Опыляй, как примулу, эту пропасть.

Уходящим в сумрак не нужен пропуск –

там пространство голо и время голо,

как язык, утративший вкус глагола.

 

Если мир случаен, мы вдвойне случайней.

О стакан позвякивая ложечкой чайной,

я сложить пытаюсь, осознав увечность,

из молекул воздуха слово «вечность».

 

* * *

 

Вот и славно – с души облетели листья,

словно нечто ненужное, и теперь я

знаю, что чувствует птица, чистя

горло пением и теряя перья.

 

Мы отныне будем свободны оба –

как лишённая улицы и сада ограда,

упираясь в небо, обжегшее нёбо

соком дикого винограда.

 

* * *

 

Расправившись с континентом, уедем на острова,

пока отцветают акации, пока зеленеет трава

в подкуренной папиросе, и дым выползает из

ночного бара у моря, где вечность танцует стриптиз,

ногами шесток обвивая, где тихий ручной сверчок

таращит во тьму вселенной вселенски пустой зрачок.

А вечность всё пляшет, пляшет, оскалив порочный рот,

и падающими звёздами по телу катится пот,

и, с тела сдирая кожу, игриво скользит рука

от выбритости подмышек до выбритости лобка.

И ты – как всегда, по пьяни – насмешник и балабол,

суёшь ей в трусы юани, кладёшь под язык обол

и, кончиком папиросы коснувшись её груди,

ей в самое ухо шепчешь, что худшее – позади.

 

* * *

 

Жара смущает ум настолько –

до мене-текел-упарсина –

что хочется отрезать дольку

от солнечного апельсина.

 

Крошится воздух. Эти крошки

ложатся миру на колени.

Бредут измученные кошки

и по земле волочат тени.

 

И время движется убого,

прикрыв лицо своё рябое –

от неименья в сердце Бога

до неуменья быть собою.

 

* * *

 

Я видел, как век, оскалив зубные коронки,

смачивает слюной пулевое отверстие в правом боку.

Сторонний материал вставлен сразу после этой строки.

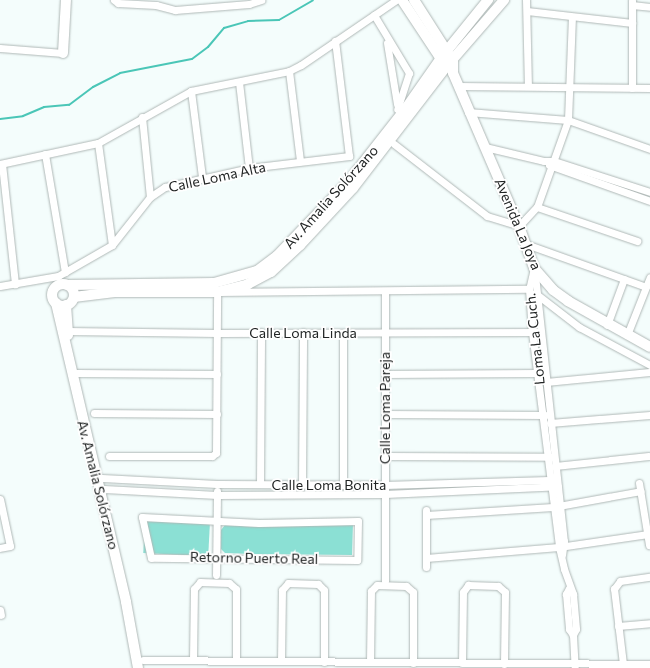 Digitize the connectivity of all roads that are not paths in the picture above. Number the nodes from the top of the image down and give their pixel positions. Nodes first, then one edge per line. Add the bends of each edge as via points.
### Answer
1 (66, 0) edge
2 (114, 0) edge
3 (262, 0) edge
4 (396, 0) edge
5 (402, 0) edge
6 (414, 0) edge
7 (488, 0) edge
8 (504, 0) edge
9 (526, 0) edge
10 (632, 2) edge
11 (650, 7) edge
12 (527, 12) junction
13 (374, 15) junction
14 (572, 18) junction
15 (632, 23) junction
16 (386, 39) junction
17 (335, 41) junction
18 (0, 48) edge
19 (63, 52) joint
20 (448, 62) junction
21 (289, 71) junction
22 (239, 82) junction
23 (458, 86) junction
24 (528, 86) junction
25 (570, 87) junction
26 (632, 88) junction
27 (650, 88) edge
28 (191, 91) junction
29 (468, 112) junction
30 (142, 117) junction
31 (568, 120) junction
32 (98, 143) junction
33 (394, 144) dead end
34 (485, 147) junction
35 (650, 149) edge
36 (45, 154) junction
37 (300, 161) junction
38 (1, 164) edge
39 (553, 165) junction
40 (249, 168) junction
41 (202, 177) junction
42 (650, 192) edge
43 (150, 197) junction
44 (650, 201) edge
45 (537, 207) junction
46 (519, 226) junction
47 (636, 241) dead end
48 (526, 244) junction
49 (112, 245) junction
50 (534, 268) junction
51 (65, 272) junction
52 (650, 277) edge
53 (624, 279) junction
54 (15, 284) junction
55 (67, 285) junction
56 (0, 286) edge
57 (646, 286) junction
58 (529, 289) junction
59 (385, 291) junction
60 (217, 292) junction
61 (536, 294) junction
62 (74, 297) junction
63 (56, 303) junction
64 (66, 305) junction
65 (607, 325) junction
66 (67, 331) junction
67 (261, 332) junction
68 (302, 332) junction
69 (386, 332) junction
70 (536, 332) junction
71 (217, 333) junction
72 (343, 333) junction
73 (627, 336) junction
74 (650, 347) edge
75 (650, 365) edge
76 (650, 372) edge
77 (77, 373) junction
78 (537, 373) junction
79 (217, 374) junction
80 (386, 374) junction
81 (546, 382) junction
82 (94, 413) dead end
83 (217, 414) junction
84 (386, 414) junction
85 (546, 415) junction
86 (650, 415) edge
87 (550, 423) junction
88 (109, 456) dead end
89 (385, 456) junction
90 (648, 456) dead end
91 (551, 457) junction
92 (555, 466) junction
93 (102, 478) junction
94 (554, 483) junction
95 (639, 483) dead end
96 (217, 484) junction
97 (260, 484) junction
98 (302, 485) junction
99 (343, 485) junction
100 (384, 485) junction
101 (104, 489) junction
102 (641, 491) junction
103 (385, 494) junction
104 (216, 495) junction
105 (0, 499) edge
106 (557, 506) junction
107 (216, 520) junction
108 (648, 534) junction
109 (649, 545) edge
110 (562, 547) junction
111 (0, 548) edge
112 (216, 557) junction
113 (426, 558) junction
114 (426, 567) dead end
115 (216, 575) dead end
116 (650, 577) edge
117 (385, 581) dead end
118 (650, 623) edge
119 (618, 626) junction
120 (193, 660) junction
121 (236, 661) junction
122 (281, 661) junction
123 (324, 662) junction
124 (370, 662) junction
125 (412, 663) junction
126 (462, 663) junction
127 (504, 664) junction
128 (623, 664) junction
129 (650, 664) edge
130 (142, 665) edge
131 (575, 666) edge

1 - 19 main road
2 - 3 street via 118,3 156,5 175,10 248,4
4 - 13 street
5 - 20 main road, Avenida La Joya
6 - 20 main road, Avenida La Joya
7 - 20 main road
8 - 20 main road
9 - 12 street
10 - 11 street
10 - 15 street
12 - 14 street
12 - 24 street
13 - 16 street
13 - 17 street
14 - 15 street
14 - 25 street
15 - 26 street
16 - 16 street via 395,81 397,109 409,73
17 - 21 street
17 - 37 street, Calle Loma Alta via 349,156
18 - 19 street
20 - 23 main road, Avenida La Joya
20 - 55 main road, Av. Amalia Solórzano via 406,108 348,182 304,230 257,271 214,283
20 - 60 main road, Av. Amalia Solórzano via 353,188 300,245 270,272 248,284
21 - 22 street
21 - 37 street
22 - 28 street
22 - 40 street
23 - 24 street
23 - 29 main road, Avenida La Joya
24 - 25 street
25 - 26 street
25 - 31 street
26 - 27 street
28 - 30 street
28 - 41 street
29 - 31 street
29 - 34 main road, Avenida La Joya
30 - 32 street
30 - 43 street
31 - 35 street
31 - 39 street
32 - 36 street
32 - 49 street
33 - 46 street via 487,216
34 - 39 street
34 - 46 main road, Avenida La Joya
36 - 38 street
36 - 51 street
37 - 40 street, Calle Loma Alta
38 - 54 street
39 - 42 street
39 - 44 street
39 - 45 street
40 - 41 street, Calle Loma Alta
41 - 43 street, Calle Loma Alta via 164,187
43 - 49 street, Calle Loma Alta
45 - 46 street
45 - 47 street
46 - 48 main road, Avenida La Joya
48 - 50 main road, Avenida La Joya
48 - 53 street
49 - 51 street, Calle Loma Alta
50 - 58 street, Loma La Cuch.
50 - 61 street, Loma La Cuch.
50 - 65 main road, Avenida La Joya via 553,290
51 - 54 street, Calle Loma Alta via 58,276
52 - 57 street
53 - 57 street
53 - 65 street
54 - 56 street, Calle Loma Alta
55 - 62 main road
55 - 63 main road via 61,284 52,290 52,297
57 - 73 street
58 - 59 street
58 - 61 street, Avenida La Joya
58 - 70 street, Loma La Cuch.
59 - 60 street
59 - 69 street, Calle Loma Pareja
60 - 62 main road, Av. Amalia Solórzano via 115,292
60 - 71 street
61 - 70 street, Loma La Cuch.
61 - 75 street, Avenida La Joya via 579,326
62 - 64 main road
63 - 64 main road
63 - 130 main road, Av. Amalia Solórzano
64 - 66 main road, Av. Amalia Solórzano
65 - 73 main road, Avenida La Joya
66 - 71 street, Calle Loma Linda
66 - 77 main road, Av. Amalia Solórzano
67 - 68 street, Calle Loma Linda
67 - 71 street, Calle Loma Linda
67 - 97 street
68 - 72 street, Calle Loma Linda
68 - 98 street
69 - 70 street, Calle Loma Linda
69 - 72 street, Calle Loma Linda
69 - 80 street, Calle Loma Pareja
70 - 78 street, Loma La Cuch.
70 - 81 street, Loma La Cuch.
71 - 79 street
72 - 99 street
73 - 74 main road, Avenida La Joya
76 - 81 street
77 - 79 street
77 - 93 main road, Av. Amalia Solórzano
78 - 80 street
78 - 85 street, Loma La Cuch.
79 - 83 street
80 - 84 street, Calle Loma Pareja
81 - 85 street, Loma La Cuch.
82 - 83 street
83 - 88 street via 217,448 212,456
84 - 85 street
84 - 89 street, Calle Loma Pareja
85 - 87 street, Loma La Cuch.
85 - 91 street, Loma La Cuch.
86 - 87 street
87 - 91 street, Loma La Cuch.
89 - 91 street
89 - 100 street, Calle Loma Pareja
90 - 92 street
91 - 92 street, Loma La Cuch.
91 - 94 street, Loma La Cuch.
92 - 94 street, Loma La Cuch.
93 - 96 street, Calle Loma Bonita
93 - 101 main road, Av. Amalia Solórzano
94 - 100 street, Calle Loma Bonita
94 - 103 street, Calle Loma Bonita
94 - 106 street, Loma La Cuch.
95 - 102 street
96 - 97 street, Calle Loma Bonita
96 - 104 street
97 - 98 street, Calle Loma Bonita
98 - 99 street, Calle Loma Bonita
99 - 100 street, Calle Loma Bonita
100 - 103 street, Calle Loma Pareja
101 - 104 street, Calle Loma Bonita
101 - 130 main road, Av. Amalia Solórzano
102 - 106 street
102 - 108 street
103 - 104 street, Calle Loma Bonita
103 - 117 street, Calle Loma Pareja
104 - 107 street
105 - 111 street via 10,546
106 - 110 street, Loma La Cuch.
106 - 113 street via 426,513
107 - 112 street
107 - 112 street, Retorno Puerto Real via 142,517 151,558
107 - 112 street, Retorno Puerto Real via 259,523 358,521 357,560
108 - 109 street
108 - 110 street
110 - 113 street
110 - 131 street, Loma La Cuch. via 570,588 566,594
112 - 115 street
113 - 114 street
116 - 119 street via 620,581 616,584 614,589
118 - 119 street
119 - 128 street
120 - 121 street
120 - 121 street via 194,589 200,582 229,583 236,589
120 - 130 street
121 - 122 street
122 - 123 street
122 - 123 street via 282,590 288,583 318,584 324,590
123 - 124 street
124 - 125 street
124 - 125 street via 371,592 377,585 406,586 413,592
125 - 126 street
126 - 127 street
126 - 127 street via 462,592 468,585 498,586 505,592
127 - 131 street
128 - 129 street
128 - 131 street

Я видел, как вращаются шестерёнки,

перемалывая людей в муку.

 

Я видел, как небо выгнулось, словно подкова,

подаренная на счастье, как летняя полутьма

шевелилась и пела – цикадно и мотыльково,

чтоб не сойти с ума.

 

Сладкий на запах, воздух на вкус был горше,

чем цианистый калий. Помноженному на

отчаяние, мне хотелось быть ангелом – падшим, как коршун,

на зазевавшегося грызуна.

 

Я шёл к горизонту – до невидимости умаляясь,

выветриваясь, как откупоренные духи,

и тонул во времени – не цепляясь

ни за жизнь, ни за стихи.

 

* * *

 

Утро. Розы пополам с туманом,

серый нимб, лиловые зрачки.

Небеса со звоном оловянным

распускают длинные стручки.

 

На брусчатку уличную брошены,

спелые прозрачные горошины,

тишину ударами дробя,

катятся от Авеля до Каина.

Подними одну из них раскаянно

и держи меж пальцами, пока она

не умрёт в ладони у тебя.

 

Я когда-то тоже видел небо,

где, на удивленье языкато,

облако, как раненая нерпа,

плавало в багровости заката.

 

А теперь – как град на землю брошен,

я одной из маленьких горошин,

не сказавший никому «прости»,

ставший злее, горше, веселее,

ни о чём на свете не жалея,

умираю у тебя в горсти.

 

* * *

 

На моем веку,

сибаритствуя на боку,

затесавшись лыком в строку,

мне, боюсь, придётся застать войну,

потерять страну,

обрести страну,

заглотив тоску,

как блесну.

 

Розовеет младенческая десна,

из которой, как зубы, растёт стена,

разделяя народы и времена

на короткие миги дробя,

то ли смерть торопя,

то ли снеги кропя.

Что такое, мальчик, война? Война –

это значит взять неприятеля на

прицел и попасть в себя.

 

Это просто слова,

это просто слова.

Я и сам себя слышу едва-едва.

Сколько, мальчик, ни говори «халва»,

а во рту – лишь сухой картон.

Исступленья гормон,

преступленья гормон

нас лишает имён.

Высыхает трава,

и над ухом надсадно свистит тетива

окаянных времён.

 

* * *

 

В одну из ночей, когда беспокойно тени

метались по небу и были едва видны

созвездия, я, словно мальчик, присел на колени

моей страны.

 

Казалось, что мир, разучившись держаться прямо,

как пьяный прохожий, качнувшись, валится с ног.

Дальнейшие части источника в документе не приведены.